-- Work to complete --
Using the listing below, report each line holding the string "Abbe".

-- Task input --
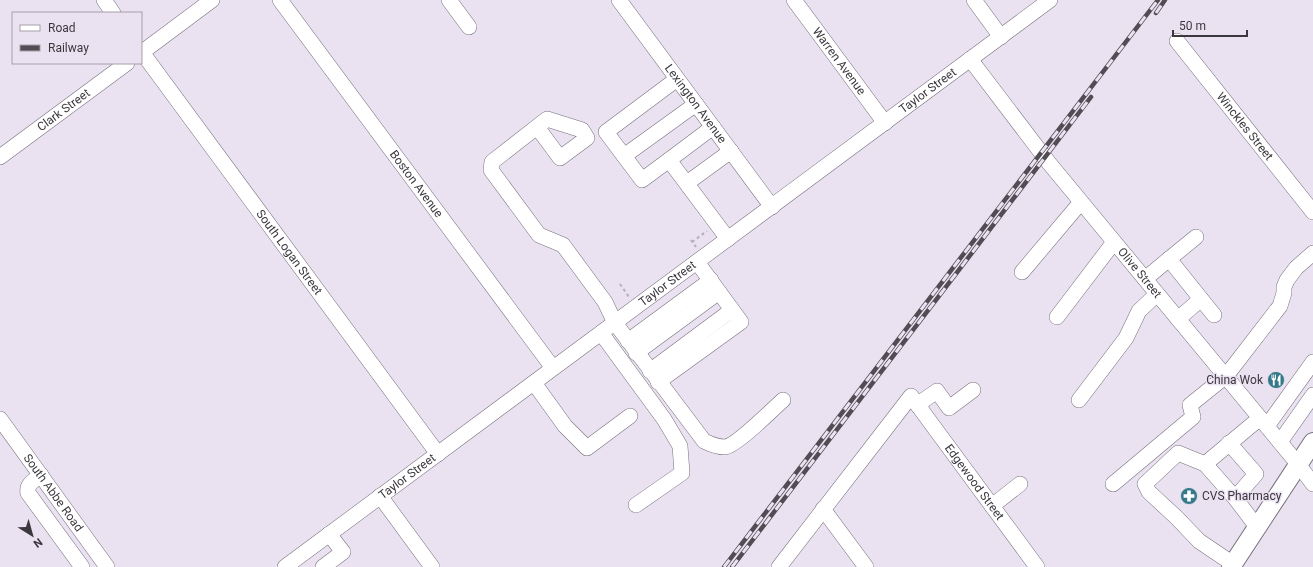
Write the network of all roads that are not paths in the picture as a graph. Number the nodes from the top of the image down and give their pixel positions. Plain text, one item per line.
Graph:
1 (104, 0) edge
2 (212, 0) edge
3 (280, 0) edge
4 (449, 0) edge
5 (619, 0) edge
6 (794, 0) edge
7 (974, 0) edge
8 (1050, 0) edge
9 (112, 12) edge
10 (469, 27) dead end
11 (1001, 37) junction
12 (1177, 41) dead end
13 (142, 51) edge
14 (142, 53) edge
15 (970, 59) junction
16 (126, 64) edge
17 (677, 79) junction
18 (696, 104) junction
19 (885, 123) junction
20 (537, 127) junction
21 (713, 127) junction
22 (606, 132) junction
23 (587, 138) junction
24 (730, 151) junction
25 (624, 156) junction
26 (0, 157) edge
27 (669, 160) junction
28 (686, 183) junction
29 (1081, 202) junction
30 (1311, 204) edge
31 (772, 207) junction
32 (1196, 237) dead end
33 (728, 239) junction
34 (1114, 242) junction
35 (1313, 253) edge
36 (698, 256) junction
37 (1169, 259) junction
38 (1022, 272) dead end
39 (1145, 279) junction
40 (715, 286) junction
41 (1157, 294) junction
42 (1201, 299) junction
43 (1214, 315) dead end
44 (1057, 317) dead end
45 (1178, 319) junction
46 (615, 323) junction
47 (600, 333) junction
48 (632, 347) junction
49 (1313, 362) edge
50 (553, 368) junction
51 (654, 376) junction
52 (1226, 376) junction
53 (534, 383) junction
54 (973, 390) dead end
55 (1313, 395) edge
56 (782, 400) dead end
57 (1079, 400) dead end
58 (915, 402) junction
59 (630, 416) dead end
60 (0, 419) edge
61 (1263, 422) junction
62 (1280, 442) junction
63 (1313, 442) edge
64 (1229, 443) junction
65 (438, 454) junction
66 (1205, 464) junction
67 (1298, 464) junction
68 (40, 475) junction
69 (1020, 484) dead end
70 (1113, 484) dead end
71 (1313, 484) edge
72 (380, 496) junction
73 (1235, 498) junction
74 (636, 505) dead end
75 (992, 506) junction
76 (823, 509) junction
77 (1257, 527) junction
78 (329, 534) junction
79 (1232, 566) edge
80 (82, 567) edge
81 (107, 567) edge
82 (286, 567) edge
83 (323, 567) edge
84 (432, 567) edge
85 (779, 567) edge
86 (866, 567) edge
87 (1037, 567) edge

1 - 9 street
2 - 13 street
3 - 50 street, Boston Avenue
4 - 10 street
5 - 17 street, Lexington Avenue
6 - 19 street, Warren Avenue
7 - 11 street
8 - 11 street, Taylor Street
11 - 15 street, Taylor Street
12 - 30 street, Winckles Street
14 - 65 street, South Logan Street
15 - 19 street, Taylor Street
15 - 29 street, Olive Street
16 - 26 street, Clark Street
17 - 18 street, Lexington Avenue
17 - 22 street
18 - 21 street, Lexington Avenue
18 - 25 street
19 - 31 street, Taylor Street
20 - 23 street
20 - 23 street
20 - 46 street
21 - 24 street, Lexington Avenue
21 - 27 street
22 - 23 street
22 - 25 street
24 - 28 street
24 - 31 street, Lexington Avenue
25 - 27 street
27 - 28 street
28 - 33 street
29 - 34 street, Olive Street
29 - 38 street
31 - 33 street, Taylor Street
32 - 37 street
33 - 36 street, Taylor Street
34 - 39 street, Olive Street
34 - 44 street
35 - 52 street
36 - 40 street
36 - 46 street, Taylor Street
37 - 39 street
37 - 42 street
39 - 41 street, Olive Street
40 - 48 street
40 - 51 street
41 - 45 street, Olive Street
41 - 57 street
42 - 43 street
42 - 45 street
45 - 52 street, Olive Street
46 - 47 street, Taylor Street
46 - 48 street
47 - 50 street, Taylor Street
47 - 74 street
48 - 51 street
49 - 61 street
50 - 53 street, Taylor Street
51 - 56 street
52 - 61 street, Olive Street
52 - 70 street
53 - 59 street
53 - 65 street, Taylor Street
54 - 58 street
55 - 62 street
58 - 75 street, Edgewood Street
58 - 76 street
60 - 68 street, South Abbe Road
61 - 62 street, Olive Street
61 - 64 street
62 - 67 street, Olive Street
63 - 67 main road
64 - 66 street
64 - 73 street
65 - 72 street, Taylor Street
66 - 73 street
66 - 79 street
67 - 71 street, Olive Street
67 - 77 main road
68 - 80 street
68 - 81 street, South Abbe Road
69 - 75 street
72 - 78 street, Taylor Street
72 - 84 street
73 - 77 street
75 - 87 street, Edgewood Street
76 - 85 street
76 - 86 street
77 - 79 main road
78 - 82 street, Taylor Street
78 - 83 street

-- Response to this exercise --
60 - 68 street, South Abbe Road
68 - 81 street, South Abbe Road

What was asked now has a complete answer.